### TASK DIRECTIONS
Repeat the data word for word, excluding every picture.

### WORKING DATA
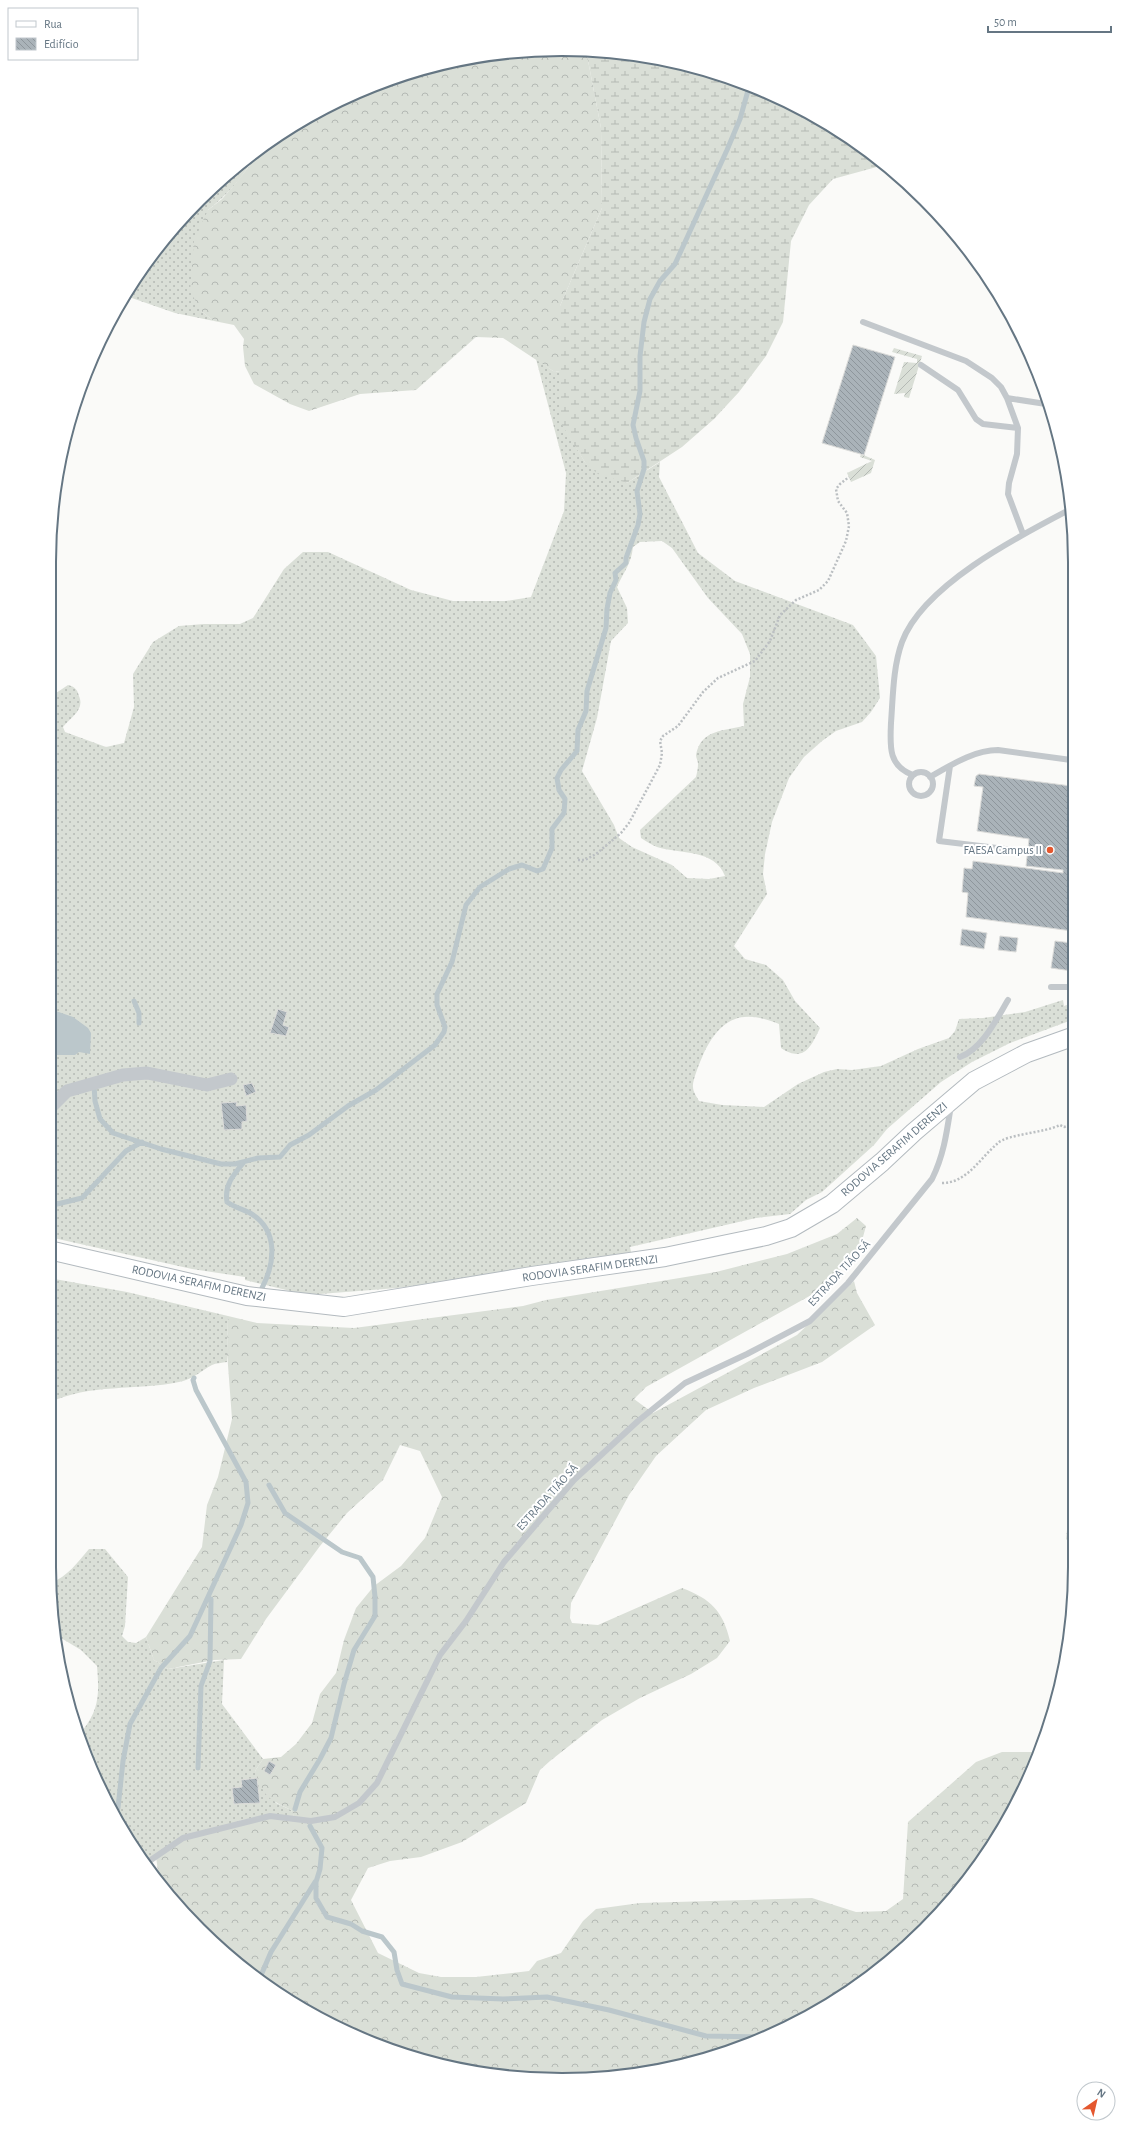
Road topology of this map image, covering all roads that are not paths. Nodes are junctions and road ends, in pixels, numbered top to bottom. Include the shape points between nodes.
1 (863, 322) dead end
2 (921, 365) dead end
3 (1007, 398) junction
4 (1042, 403) edge
5 (1018, 428) junction
6 (1065, 512) edge
7 (1023, 534) junction
8 (1068, 760) edge
9 (950, 766) junction
10 (913, 775) junction
11 (930, 776) junction
12 (1022, 851) dead end
13 (1051, 987) dead end
14 (1068, 987) edge
15 (1008, 1000) dead end
16 (1068, 1038) edge
17 (960, 1057) dead end
18 (231, 1079) dead end
19 (952, 1098) junction
20 (56, 1103) edge
21 (56, 1252) edge
22 (150, 1860) edge

1 - 3 lane via 966,361 992,378
2 - 5 lane via 958,390 976,419 983,424
3 - 4 lane
3 - 5 lane
5 - 7 lane via 1018,454 1008,494
6 - 7 lane
7 - 10 lane via 939,592 917,616 902,641 895,670 891,734 896,766 903,772
8 - 9 lane via 987,750
9 - 11 lane
9 - 12 lane via 940,841
10 - 11 lane via 921,772
10 - 11 lane via 910,780 910,791 921,797 931,792 933,787
13 - 14 lane
15 - 17 lane via 995,1023 970,1053
16 - 19 main road, RODOVIA SERAFIM DERENZI via 1009,1061 974,1081
18 - 20 street via 207,1085 147,1073 123,1075 67,1091
19 - 21 main road, RODOVIA SERAFIM DERENZI via 882,1162 832,1204 811,1218 766,1236 664,1257 344,1306 247,1296
19 - 22 lane, ESTRADA TIÃO SÁ via 944,1149 932,1179 848,1283 810,1321 748,1354 685,1383 638,1421 574,1480 504,1562 466,1621 440,1654 377,1783 359,1803 335,1817 311,1821 270,1816 183,1838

### EXPECTED ANSWER
Road topology of this map image, covering all roads that are not paths. Nodes are junctions and road ends, in pixels, numbered top to bottom. Include the shape points between nodes.
1 (863, 322) dead end
2 (921, 365) dead end
3 (1007, 398) junction
4 (1042, 403) edge
5 (1018, 428) junction
6 (1065, 512) edge
7 (1023, 534) junction
8 (1068, 760) edge
9 (950, 766) junction
10 (913, 775) junction
11 (930, 776) junction
12 (1022, 851) dead end
13 (1051, 987) dead end
14 (1068, 987) edge
15 (1008, 1000) dead end
16 (1068, 1038) edge
17 (960, 1057) dead end
18 (231, 1079) dead end
19 (952, 1098) junction
20 (56, 1103) edge
21 (56, 1252) edge
22 (150, 1860) edge

1 - 3 lane via 966,361 992,378
2 - 5 lane via 958,390 976,419 983,424
3 - 4 lane
3 - 5 lane
5 - 7 lane via 1018,454 1008,494
6 - 7 lane
7 - 10 lane via 939,592 917,616 902,641 895,670 891,734 896,766 903,772
8 - 9 lane via 987,750
9 - 11 lane
9 - 12 lane via 940,841
10 - 11 lane via 921,772
10 - 11 lane via 910,780 910,791 921,797 931,792 933,787
13 - 14 lane
15 - 17 lane via 995,1023 970,1053
16 - 19 main road, RODOVIA SERAFIM DERENZI via 1009,1061 974,1081
18 - 20 street via 207,1085 147,1073 123,1075 67,1091
19 - 21 main road, RODOVIA SERAFIM DERENZI via 882,1162 832,1204 811,1218 766,1236 664,1257 344,1306 247,1296
19 - 22 lane, ESTRADA TIÃO SÁ via 944,1149 932,1179 848,1283 810,1321 748,1354 685,1383 638,1421 574,1480 504,1562 466,1621 440,1654 377,1783 359,1803 335,1817 311,1821 270,1816 183,1838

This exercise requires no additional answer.